MHS artists use their talents to promote inclusivity
Megan Lee | The Chronicle
The National Art Honors Society artists strive to influence inclusivity far beyond the walls of Mason High School (MHS).
Each year, students in the National Art Honors Society have the opportunity to participate in a movement called the Memory Project. This non-profit organization, based in Wisconsin, partners with different youth organizations to provide intercultural connections between children. This program has aimed to provide comfort to children through art since 2004. This year, the Memory Project has reached out to a group of children in Nigeria.
Dan McKay, the advisor of the NAHS, assigns each volunteer a child’s portrait to design. Each year McKay receives the children’s names, photos of each as well as information about their upcoming interests. Their artists are given creative freedom on how to proceed. Some choose to paint their pieces while others choose to do graphic design pieces.
“We establish a connection between a child and the artists,” McKay said. “It’s building a natural connection.”
Although the high school artists are not informed of any specifics, they are told that each kid has been exploited to violence or harm. Most of these children have been in and out of poverty and have trouble finding a consistent place to live. McKay said he is proud of the amount of Mason students who are dedicated to promoting change and well-being.
“A lot of these kids have had to be relocated,” McKay said. “Most as a result of terrorist groups or other violence.”
Each artist participating in this project knows that their art provides hope for a child in need. McKay said that in each package given to the child, they provide the piece of artwork along with a picture of the artist who made it. This relationship formed from art between the artist and the child has given hope to each creator, and hopefully, the children involved.
“The big thing with the National Art Honor Society is: how do we use art to benefit society?” McKay said. “And this project shows just that.”
These artists take their talent to the next level by taking the goals of NAHS and projecting them into each piece of artwork. McKay said this project creates a sense of responsibility in these artists to bring a source of hope to the kids.
“It’s really trying to encourage them to move through their difficult circumstances,” McKay said. “How do we promote international goodwill? How do we help children at risk? We use our artist’s talents.”
Senior Kate Lawrence has participated in two out of the three years NAHS has had this opportunity. With her dedication to the movement, Lawrence feels a personal and logistical connection to the program.
“For a project of this magnitude, sending portraits across the world, the Memory Project is a big thing,” Lawrence said.
Not knowing the exact circumstances each child is going through forces the artists to challenge themselves when they make their pieces. No matter the individual difficulties, participants are striving to make the child feel valued, loved and most importantly respected. Lawrence said this movement is the most international project NAHS does, and the artists feel the weight of that.
“I like knowing that each kid gets a little bit of something special,” Lawrence said. “The art is personal for each kid; it’s unique to them.”
The overall size of the Memory Project itself makes for an enormous number of participants. Mason is far from the only school to provide artists to this movement. Over 300,000 students in 55 countries have participated in the Memory Projects since. Ellen Zhang, the vice president of Mason’s NAHS, said she finds a sense of responsibility to make a piece that appeals to both her and the child.

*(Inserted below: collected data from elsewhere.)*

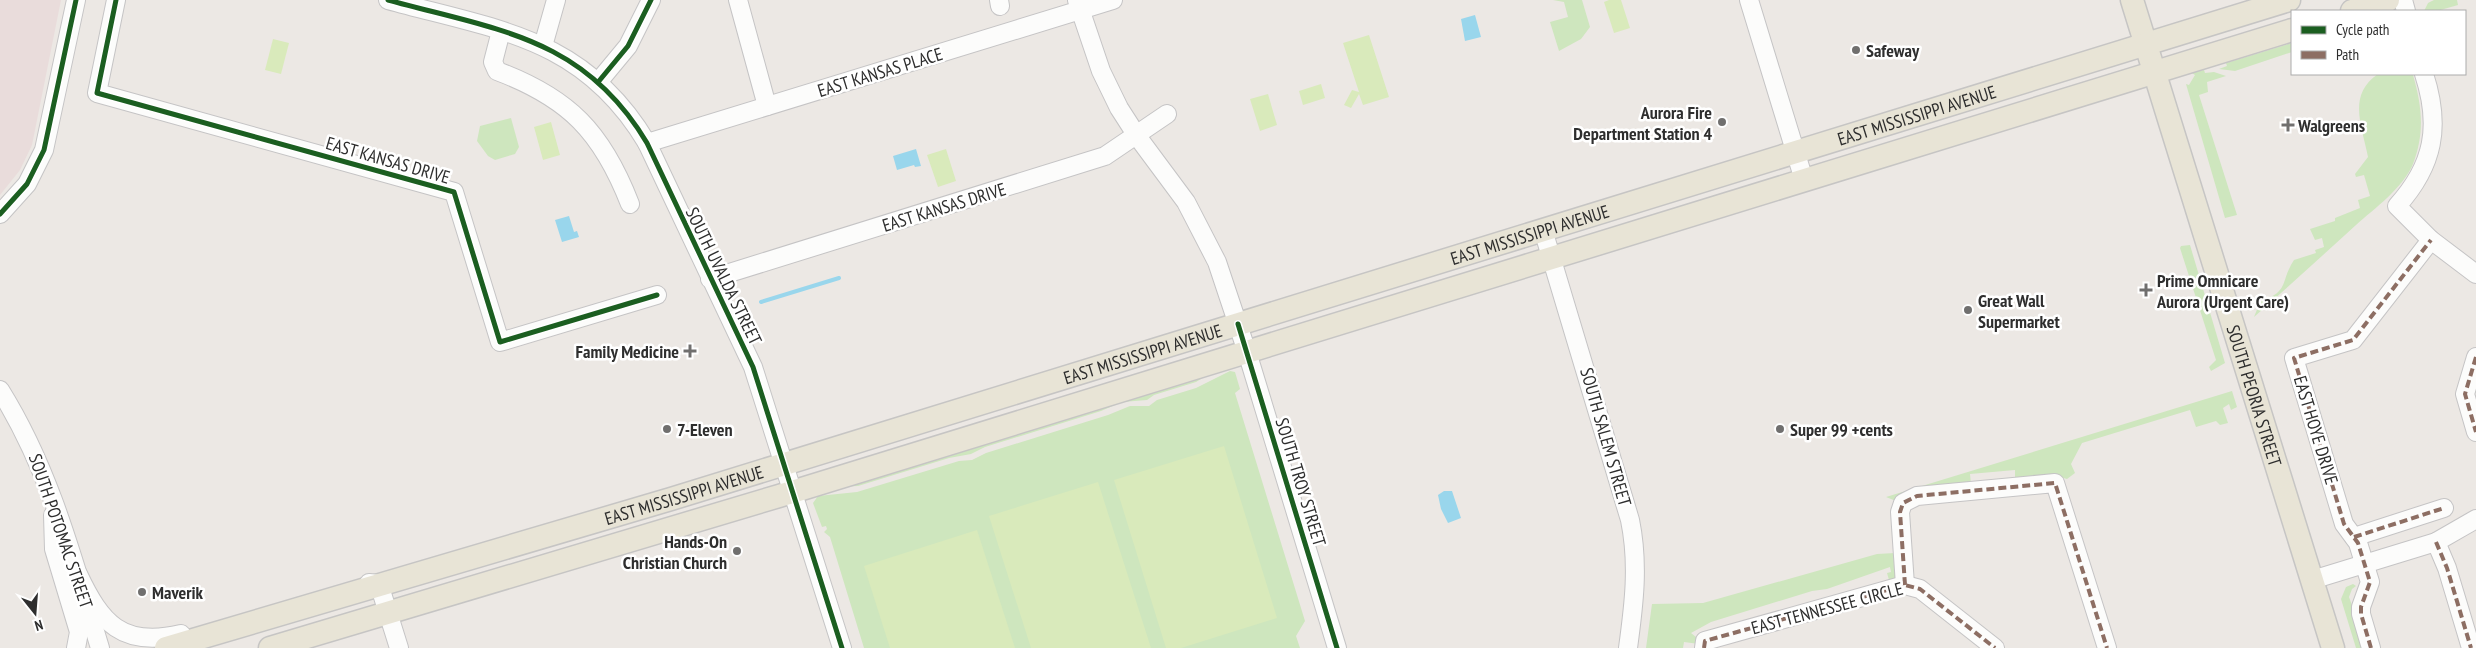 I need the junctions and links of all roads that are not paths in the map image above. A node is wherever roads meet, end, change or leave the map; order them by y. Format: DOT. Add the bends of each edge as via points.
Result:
graph roads {
  1 [pos="76,0"];
  2 [pos="116,0"];
  3 [pos="388,0"];
  4 [pos="556,0"];
  5 [pos="651,0"];
  6 [pos="738,0"];
  7 [pos="1113,0"];
  8 [pos="1749,0"];
  9 [pos="2132,0"];
  10 [pos="2289,0"];
  11 [pos="2388,0"];
  12 [pos="418,4"];
  13 [pos="1079,5"];
  14 [pos="2355,10"];
  15 [pos="2291,30"];
  16 [pos="501,31"];
  17 [pos="2146,45"];
  18 [pos="544,46"];
  19 [pos="2155,72"];
  20 [pos="2424,75"];
  21 [pos="599,82"];
  22 [pos="767,106"];
  23 [pos="1167,114"];
  24 [pos="1137,136"];
  25 [pos="647,143"];
  26 [pos="1796,152"];
  27 [pos="1804,180"];
  28 [pos="630,204"];
  29 [pos="0,214"];
  30 [pos="1543,230"];
  31 [pos="2430,240"];
  32 [pos="1552,258"];
  33 [pos="2476,274"];
  34 [pos="710,279"];
  35 [pos="657,295"];
  36 [pos="1238,324"];
  37 [pos="1247,352"];
  38 [pos="2476,357"];
  39 [pos="0,390"];
  40 [pos="2476,432"];
  41 [pos="785,464"];
  42 [pos="794,492"];
  43 [pos="52,494"];
  44 [pos="2444,508"];
  45 [pos="2476,519"];
  46 [pos="2354,537"];
  47 [pos="2436,542"];
  48 [pos="2365,564"];
  49 [pos="78,574"];
  50 [pos="2312,580"];
  51 [pos="379,584"];
  52 [pos="1905,585"];
  53 [pos="388,613"];
  54 [pos="76,648"];
  55 [pos="100,648"];
  56 [pos="166,648"];
  57 [pos="270,648"];
  58 [pos="398,648"];
  59 [pos="842,648"];
  60 [pos="1337,648"];
  61 [pos="1628,648"];
  62 [pos="1704,648"];
  63 [pos="1995,648"];
  64 [pos="2107,648"];
  65 [pos="2332,648"];
  66 [pos="2371,648"];
  67 [pos="2471,648"];
  1 -- 29 [label="street" via="44,150 27,184"];
  2 -- 35 [label="street, EAST KANSAS DRIVE" via="97,93 454,192 500,342"];
  3 -- 12 [label="street, SOUTH UVALDA STREET"];
  4 -- 18 [label="street"];
  5 -- 21 [label="street" via="628,46"];
  6 -- 22 [label="street"];
  7 -- 13 [label="street, EAST KANSAS PLACE"];
  8 -- 26 [label="street"];
  9 -- 17 [label="main road, SOUTH PEORIA STREET"];
  10 -- 17 [label="main road, EAST MISSISSIPPI AVENUE"];
  11 -- 14 [label="main road"];
  12 -- 16 [label="street, SOUTH UVALDA STREET"];
  13 -- 22 [label="street, EAST KANSAS PLACE"];
  13 -- 24 [label="street, SOUTH TROY STREET" via="1107,84"];
  15 -- 19 [label="main road, EAST MISSISSIPPI AVENUE"];
  16 -- 18 [label="street, SOUTH UVALDA STREET"];
  16 -- 28 [label="street" via="494,68 537,88 575,115 604,150"];
  17 -- 19 [label="main road, SOUTH PEORIA STREET"];
  17 -- 26 [label="main road, EAST MISSISSIPPI AVENUE"];
  18 -- 21 [label="street, SOUTH UVALDA STREET" via="567,58"];
  19 -- 27 [label="main road, EAST MISSISSIPPI AVENUE"];
  19 -- 50 [label="main road, SOUTH PEORIA STREET"];
  20 -- 31 [label="street" via="2434,113 2432,143 2419,177 2397,206"];
  21 -- 25 [label="street, SOUTH UVALDA STREET" via="626,111"];
  22 -- 25 [label="street, EAST KANSAS PLACE"];
  23 -- 24 [label="street, EAST KANSAS DRIVE"];
  24 -- 34 [label="street, EAST KANSAS DRIVE" via="1105,156"];
  24 -- 36 [label="street, SOUTH TROY STREET" via="1179,192 1198,224 1217,262"];
  25 -- 34 [label="street, SOUTH UVALDA STREET"];
  26 -- 27 [label="street"];
  26 -- 30 [label="main road, EAST MISSISSIPPI AVENUE"];
  27 -- 32 [label="main road, EAST MISSISSIPPI AVENUE"];
  30 -- 32 [label="street, SOUTH SALEM STREET"];
  30 -- 36 [label="main road, EAST MISSISSIPPI AVENUE"];
  31 -- 33 [label="street"];
  31 -- 46 [label="street, EAST HOYE DRIVE" via="2353,340 2294,358 2344,524"];
  32 -- 37 [label="main road, EAST MISSISSIPPI AVENUE"];
  32 -- 61 [label="street, SOUTH SALEM STREET" via="1630,520 1636,572"];
  34 -- 41 [label="street, SOUTH UVALDA STREET" via="753,368"];
  36 -- 37 [label="street, SOUTH TROY STREET"];
  36 -- 41 [label="main road, EAST MISSISSIPPI AVENUE"];
  37 -- 42 [label="main road, EAST MISSISSIPPI AVENUE"];
  37 -- 60 [label="street, SOUTH TROY STREET"];
  38 -- 40 [label="street" via="2464,394"];
  39 -- 43 [label="street, SOUTH POTOMAC STREET" via="31,446"];
  41 -- 42 [label="street, SOUTH UVALDA STREET"];
  41 -- 51 [label="main road, EAST MISSISSIPPI AVENUE"];
  42 -- 53 [label="main road, EAST MISSISSIPPI AVENUE"];
  42 -- 59 [label="street, SOUTH UVALDA STREET"];
  43 -- 49 [label="street, SOUTH POTOMAC STREET"];
  43 -- 54 [label="street" via="54,549 79,632"];
  44 -- 46 [label="street"];
  45 -- 47 [label="street"];
  46 -- 48 [label="street, EAST HOYE DRIVE"];
  47 -- 48 [label="street"];
  47 -- 67 [label="street"];
  48 -- 50 [label="street"];
  48 -- 66 [label="street, EAST HOYE DRIVE" via="2370,582 2361,614"];
  49 -- 51 [label="street" via="93,605 109,623 129,636 153,641 355,582"];
  49 -- 55 [label="street, SOUTH POTOMAC STREET"];
  50 -- 65 [label="main road, SOUTH PEORIA STREET"];
  51 -- 53 [label="street"];
  51 -- 56 [label="main road, EAST MISSISSIPPI AVENUE"];
  52 -- 62 [label="street, EAST TENNESSEE CIRCLE" via="1705,641"];
  52 -- 63 [label="street, EAST TENNESSEE CIRCLE" via="1920,589"];
  52 -- 64 [label="street" via="1900,512 1903,503 1917,496 2056,483"];
  53 -- 57 [label="main road, EAST MISSISSIPPI AVENUE"];
  53 -- 58 [label="street"];
}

“You can create a piece of artwork that replicates or stylizes the portrait, digital or traditional,” Zhang said. “We get to use our own techniques.”
With the amount of creativity taking place in the movement, artists are given room to express themselves and the child in their art. Zhang said that artists are given much more creative freedom compared to the smaller school-wide pieces they create, which create powerful pieces of art.

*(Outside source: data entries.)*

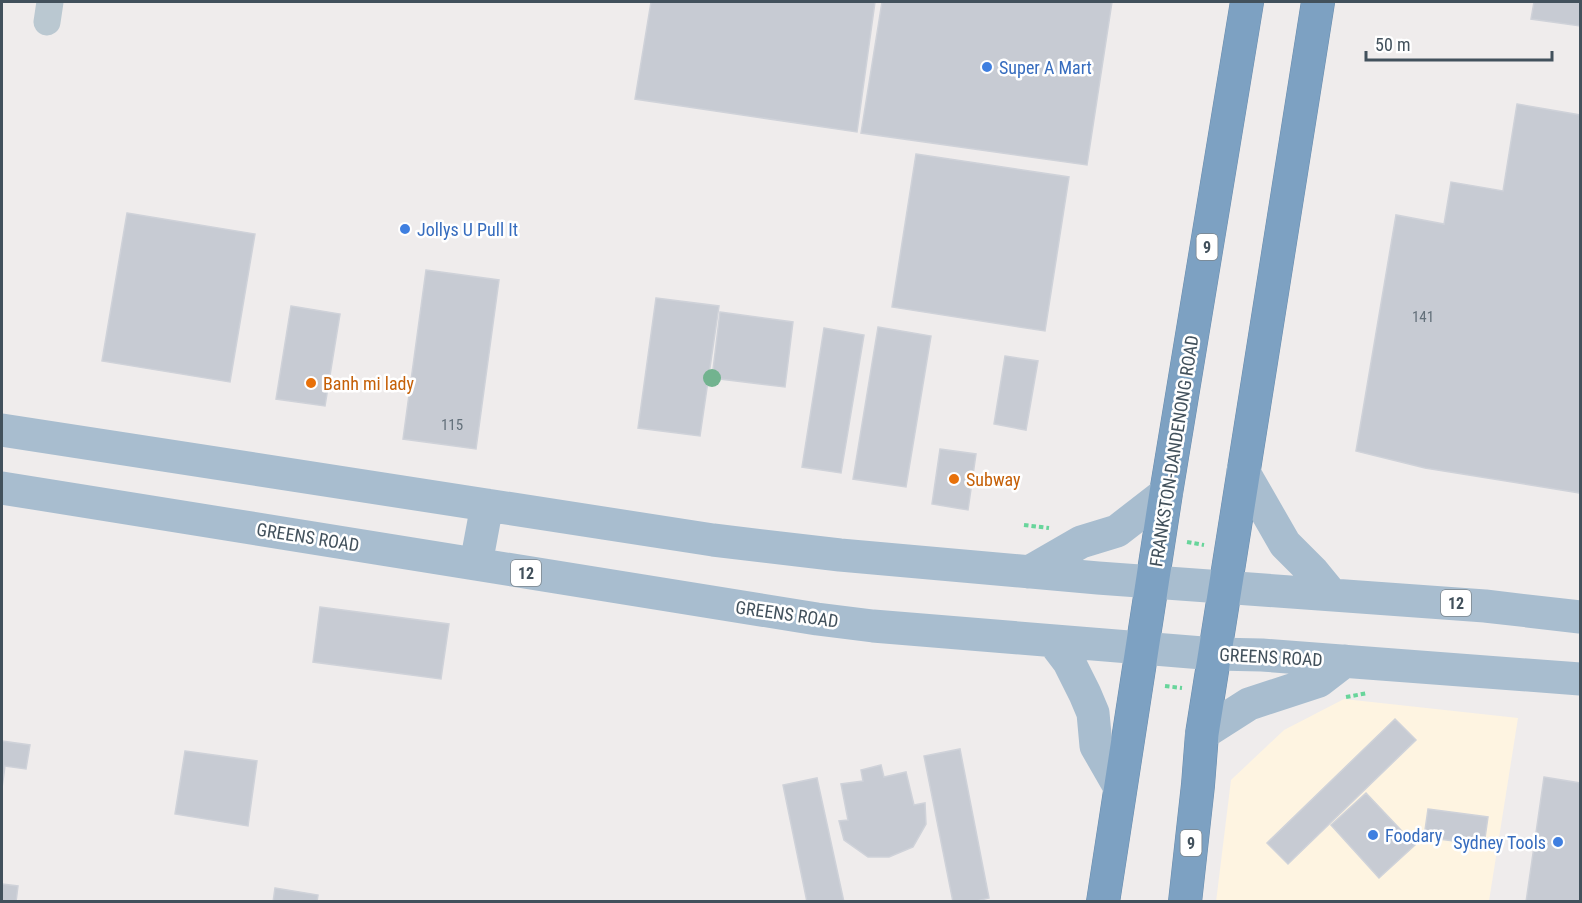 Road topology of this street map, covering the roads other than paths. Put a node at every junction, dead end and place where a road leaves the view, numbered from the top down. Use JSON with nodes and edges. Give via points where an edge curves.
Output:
{"nodes":[{"id":1,"x":1247,"y":2,"type":"edge"},
{"id":2,"x":1318,"y":2,"type":"edge"},
{"id":3,"x":2,"y":430,"type":"edge"},
{"id":4,"x":1243,"y":471,"type":"junction"},
{"id":5,"x":2,"y":488,"type":"edge"},
{"id":6,"x":1166,"y":493,"type":"junction"},
{"id":7,"x":487,"y":505,"type":"junction"},
{"id":8,"x":477,"y":564,"type":"junction"},
{"id":9,"x":1029,"y":572,"type":"junction"},
{"id":10,"x":1153,"y":581,"type":"junction"},
{"id":11,"x":1225,"y":587,"type":"junction"},
{"id":12,"x":1331,"y":594,"type":"junction"},
{"id":13,"x":1581,"y":617,"type":"edge"},
{"id":14,"x":1053,"y":641,"type":"junction"},
{"id":15,"x":1142,"y":648,"type":"junction"},
{"id":16,"x":1215,"y":654,"type":"junction"},
{"id":17,"x":1345,"y":662,"type":"junction"},
{"id":18,"x":1581,"y":679,"type":"edge"},
{"id":19,"x":1202,"y":734,"type":"junction"},
{"id":20,"x":1119,"y":786,"type":"junction"},
{"id":21,"x":1102,"y":902,"type":"edge"},
{"id":22,"x":1185,"y":902,"type":"edge"}],
"edges":[{"from":1,"to":6,"type":"highway","name":"FRANKSTON-DANDENONG ROAD","number":"9"},
{"from":2,"to":4,"type":"highway","number":"9"},
{"from":3,"to":7,"type":"main road","number":"12"},
{"from":4,"to":11,"type":"highway","number":"9"},
{"from":4,"to":12,"type":"main road","via":[[1286,544]]},
{"from":5,"to":8,"type":"main road","name":"GREENS ROAD","number":"12"},
{"from":6,"to":9,"type":"main road","via":[[1117,531],[1081,542]]},
{"from":6,"to":10,"type":"highway","name":"FRANKSTON-DANDENONG ROAD","number":"9"},
{"from":7,"to":8,"type":"main road"},
{"from":7,"to":9,"type":"main road","number":"12","via":[[714,540]]},
{"from":8,"to":14,"type":"main road","name":"GREENS ROAD","number":"12","via":[[817,619]]},
{"from":9,"to":10,"type":"main road","number":"12"},
{"from":10,"to":11,"type":"main road","number":"12"},
{"from":10,"to":15,"type":"highway","name":"FRANKSTON-DANDENONG ROAD","number":"9"},
{"from":11,"to":12,"type":"main road","number":"12"},
{"from":11,"to":16,"type":"highway","number":"9"},
{"from":12,"to":13,"type":"main road","number":"12"},
{"from":14,"to":15,"type":"main road","name":"GREENS ROAD","number":"12"},
{"from":14,"to":20,"type":"main road","via":[[1085,694],[1093,713],[1096,746]]},
{"from":15,"to":16,"type":"main road","name":"GREENS ROAD","number":"12"},
{"from":15,"to":20,"type":"highway","name":"FRANKSTON-DANDENONG ROAD","number":"9"},
{"from":16,"to":17,"type":"main road","name":"GREENS ROAD","number":"12"},
{"from":16,"to":19,"type":"highway","number":"9"},
{"from":17,"to":18,"type":"main road","name":"GREENS ROAD","number":"12"},
{"from":17,"to":19,"type":"main road","via":[[1319,681],[1249,704]]},
{"from":19,"to":22,"type":"highway","number":"9"},
{"from":20,"to":21,"type":"highway","name":"FRANKSTON-DANDENONG ROAD","number":"9"}]}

“Around the school, we’re constantly preparing murals and other pieces, but this is, in my eyes, the most impactful,” Zhang said.
Because of the creative freedom in these pieces, artists can add pieces of their own technique along with pieces of their own identity. Junior Anna Matu said she takes pride in the light this project brings, especially to a place that means something personal to her.
“I’m actually Nigerian so it felt like I had a personal connection to these kids,” Matu said. “Knowing that definitely influenced my process.”
Matu said she is driven to compose a piece that would influence that child to believe in themselves and to make them feel special. In order for her to demonstrate these qualities, Matu said she needed her piece to be exceptional.
“To include each small frown or smirk and bits of personality, even if they aren’t smiling in the photo, we try to make sure we make them feel seen.”
The Memory Project was composed to encourage these kids to accept themselves as they are, no matter the personality or personal experience of the child. Matu said she is grateful that she was able to influence a child’s well-being.
“To get a portrait painted just for you can change the way you view yourself and your flaws,” Matu said. “I like that it’s influencing a life after mine.”